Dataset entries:
——

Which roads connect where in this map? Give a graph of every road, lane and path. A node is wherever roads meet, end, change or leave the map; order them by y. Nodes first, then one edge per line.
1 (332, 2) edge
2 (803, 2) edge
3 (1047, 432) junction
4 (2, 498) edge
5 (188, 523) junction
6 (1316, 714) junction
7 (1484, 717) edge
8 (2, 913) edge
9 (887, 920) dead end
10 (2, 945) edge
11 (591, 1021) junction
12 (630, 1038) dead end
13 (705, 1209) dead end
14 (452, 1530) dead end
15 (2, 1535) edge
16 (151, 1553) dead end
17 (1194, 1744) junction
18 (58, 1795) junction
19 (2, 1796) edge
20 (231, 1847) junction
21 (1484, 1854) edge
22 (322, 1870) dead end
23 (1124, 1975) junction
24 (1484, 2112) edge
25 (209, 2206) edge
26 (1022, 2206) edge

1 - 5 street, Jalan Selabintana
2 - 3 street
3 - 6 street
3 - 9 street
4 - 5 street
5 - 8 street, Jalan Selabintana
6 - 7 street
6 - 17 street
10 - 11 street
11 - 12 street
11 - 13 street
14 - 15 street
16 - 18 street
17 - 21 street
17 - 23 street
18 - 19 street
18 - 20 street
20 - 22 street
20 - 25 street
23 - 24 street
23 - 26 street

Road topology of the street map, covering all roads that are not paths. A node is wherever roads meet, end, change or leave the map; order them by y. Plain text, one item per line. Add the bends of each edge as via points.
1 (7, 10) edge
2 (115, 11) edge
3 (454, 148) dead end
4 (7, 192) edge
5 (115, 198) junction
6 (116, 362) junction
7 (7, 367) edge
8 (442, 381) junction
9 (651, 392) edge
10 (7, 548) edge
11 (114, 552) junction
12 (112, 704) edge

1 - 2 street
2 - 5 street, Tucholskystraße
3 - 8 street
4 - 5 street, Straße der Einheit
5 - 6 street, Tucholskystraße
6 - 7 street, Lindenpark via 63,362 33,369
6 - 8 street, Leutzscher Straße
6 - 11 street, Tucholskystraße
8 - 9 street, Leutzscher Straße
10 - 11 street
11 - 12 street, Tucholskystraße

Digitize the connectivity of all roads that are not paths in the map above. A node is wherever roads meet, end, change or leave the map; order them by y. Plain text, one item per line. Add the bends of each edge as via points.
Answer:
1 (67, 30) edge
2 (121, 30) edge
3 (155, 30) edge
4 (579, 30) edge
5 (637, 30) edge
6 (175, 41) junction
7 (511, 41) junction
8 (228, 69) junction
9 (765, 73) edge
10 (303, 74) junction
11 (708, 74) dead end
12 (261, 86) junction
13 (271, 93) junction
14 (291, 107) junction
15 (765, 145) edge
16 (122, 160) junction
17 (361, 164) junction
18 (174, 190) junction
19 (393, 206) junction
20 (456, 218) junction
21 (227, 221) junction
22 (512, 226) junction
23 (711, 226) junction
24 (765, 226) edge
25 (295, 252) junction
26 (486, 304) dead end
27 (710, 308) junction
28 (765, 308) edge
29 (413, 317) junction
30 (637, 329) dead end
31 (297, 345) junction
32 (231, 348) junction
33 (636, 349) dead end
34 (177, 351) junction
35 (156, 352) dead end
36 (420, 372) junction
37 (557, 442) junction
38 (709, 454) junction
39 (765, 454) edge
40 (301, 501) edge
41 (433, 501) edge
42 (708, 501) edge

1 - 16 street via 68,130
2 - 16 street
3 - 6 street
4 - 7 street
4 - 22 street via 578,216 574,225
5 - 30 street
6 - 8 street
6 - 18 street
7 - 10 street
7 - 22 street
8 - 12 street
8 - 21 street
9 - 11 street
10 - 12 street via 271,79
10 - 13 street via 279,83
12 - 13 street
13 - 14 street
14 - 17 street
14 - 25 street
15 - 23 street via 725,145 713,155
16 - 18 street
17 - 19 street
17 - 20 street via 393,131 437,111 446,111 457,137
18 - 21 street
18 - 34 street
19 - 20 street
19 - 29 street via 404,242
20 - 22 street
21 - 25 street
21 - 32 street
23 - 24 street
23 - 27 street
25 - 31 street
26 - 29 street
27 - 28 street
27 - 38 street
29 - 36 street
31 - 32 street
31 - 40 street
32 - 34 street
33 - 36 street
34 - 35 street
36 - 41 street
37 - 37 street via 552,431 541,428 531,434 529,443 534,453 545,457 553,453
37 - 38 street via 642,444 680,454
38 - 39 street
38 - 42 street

——

Problem to solve:
Reproduce the records above in full and with exact wording.

Result of this task:
Which roads connect where in this map? Give a graph of every road, lane and path. A node is wherever roads meet, end, change or leave the map; order them by y. Nodes first, then one edge per line.
1 (332, 2) edge
2 (803, 2) edge
3 (1047, 432) junction
4 (2, 498) edge
5 (188, 523) junction
6 (1316, 714) junction
7 (1484, 717) edge
8 (2, 913) edge
9 (887, 920) dead end
10 (2, 945) edge
11 (591, 1021) junction
12 (630, 1038) dead end
13 (705, 1209) dead end
14 (452, 1530) dead end
15 (2, 1535) edge
16 (151, 1553) dead end
17 (1194, 1744) junction
18 (58, 1795) junction
19 (2, 1796) edge
20 (231, 1847) junction
21 (1484, 1854) edge
22 (322, 1870) dead end
23 (1124, 1975) junction
24 (1484, 2112) edge
25 (209, 2206) edge
26 (1022, 2206) edge

1 - 5 street, Jalan Selabintana
2 - 3 street
3 - 6 street
3 - 9 street
4 - 5 street
5 - 8 street, Jalan Selabintana
6 - 7 street
6 - 17 street
10 - 11 street
11 - 12 street
11 - 13 street
14 - 15 street
16 - 18 street
17 - 21 street
17 - 23 street
18 - 19 street
18 - 20 street
20 - 22 street
20 - 25 street
23 - 24 street
23 - 26 street

Road topology of the street map, covering all roads that are not paths. A node is wherever roads meet, end, change or leave the map; order them by y. Plain text, one item per line. Add the bends of each edge as via points.
1 (7, 10) edge
2 (115, 11) edge
3 (454, 148) dead end
4 (7, 192) edge
5 (115, 198) junction
6 (116, 362) junction
7 (7, 367) edge
8 (442, 381) junction
9 (651, 392) edge
10 (7, 548) edge
11 (114, 552) junction
12 (112, 704) edge

1 - 2 street
2 - 5 street, Tucholskystraße
3 - 8 street
4 - 5 street, Straße der Einheit
5 - 6 street, Tucholskystraße
6 - 7 street, Lindenpark via 63,362 33,369
6 - 8 street, Leutzscher Straße
6 - 11 street, Tucholskystraße
8 - 9 street, Leutzscher Straße
10 - 11 street
11 - 12 street, Tucholskystraße

Digitize the connectivity of all roads that are not paths in the map above. A node is wherever roads meet, end, change or leave the map; order them by y. Plain text, one item per line. Add the bends of each edge as via points.
Answer:
1 (67, 30) edge
2 (121, 30) edge
3 (155, 30) edge
4 (579, 30) edge
5 (637, 30) edge
6 (175, 41) junction
7 (511, 41) junction
8 (228, 69) junction
9 (765, 73) edge
10 (303, 74) junction
11 (708, 74) dead end
12 (261, 86) junction
13 (271, 93) junction
14 (291, 107) junction
15 (765, 145) edge
16 (122, 160) junction
17 (361, 164) junction
18 (174, 190) junction
19 (393, 206) junction
20 (456, 218) junction
21 (227, 221) junction
22 (512, 226) junction
23 (711, 226) junction
24 (765, 226) edge
25 (295, 252) junction
26 (486, 304) dead end
27 (710, 308) junction
28 (765, 308) edge
29 (413, 317) junction
30 (637, 329) dead end
31 (297, 345) junction
32 (231, 348) junction
33 (636, 349) dead end
34 (177, 351) junction
35 (156, 352) dead end
36 (420, 372) junction
37 (557, 442) junction
38 (709, 454) junction
39 (765, 454) edge
40 (301, 501) edge
41 (433, 501) edge
42 (708, 501) edge

1 - 16 street via 68,130
2 - 16 street
3 - 6 street
4 - 7 street
4 - 22 street via 578,216 574,225
5 - 30 street
6 - 8 street
6 - 18 street
7 - 10 street
7 - 22 street
8 - 12 street
8 - 21 street
9 - 11 street
10 - 12 street via 271,79
10 - 13 street via 279,83
12 - 13 street
13 - 14 street
14 - 17 street
14 - 25 street
15 - 23 street via 725,145 713,155
16 - 18 street
17 - 19 street
17 - 20 street via 393,131 437,111 446,111 457,137
18 - 21 street
18 - 34 street
19 - 20 street
19 - 29 street via 404,242
20 - 22 street
21 - 25 street
21 - 32 street
23 - 24 street
23 - 27 street
25 - 31 street
26 - 29 street
27 - 28 street
27 - 38 street
29 - 36 street
31 - 32 street
31 - 40 street
32 - 34 street
33 - 36 street
34 - 35 street
36 - 41 street
37 - 37 street via 552,431 541,428 531,434 529,443 534,453 545,457 553,453
37 - 38 street via 642,444 680,454
38 - 39 street
38 - 42 street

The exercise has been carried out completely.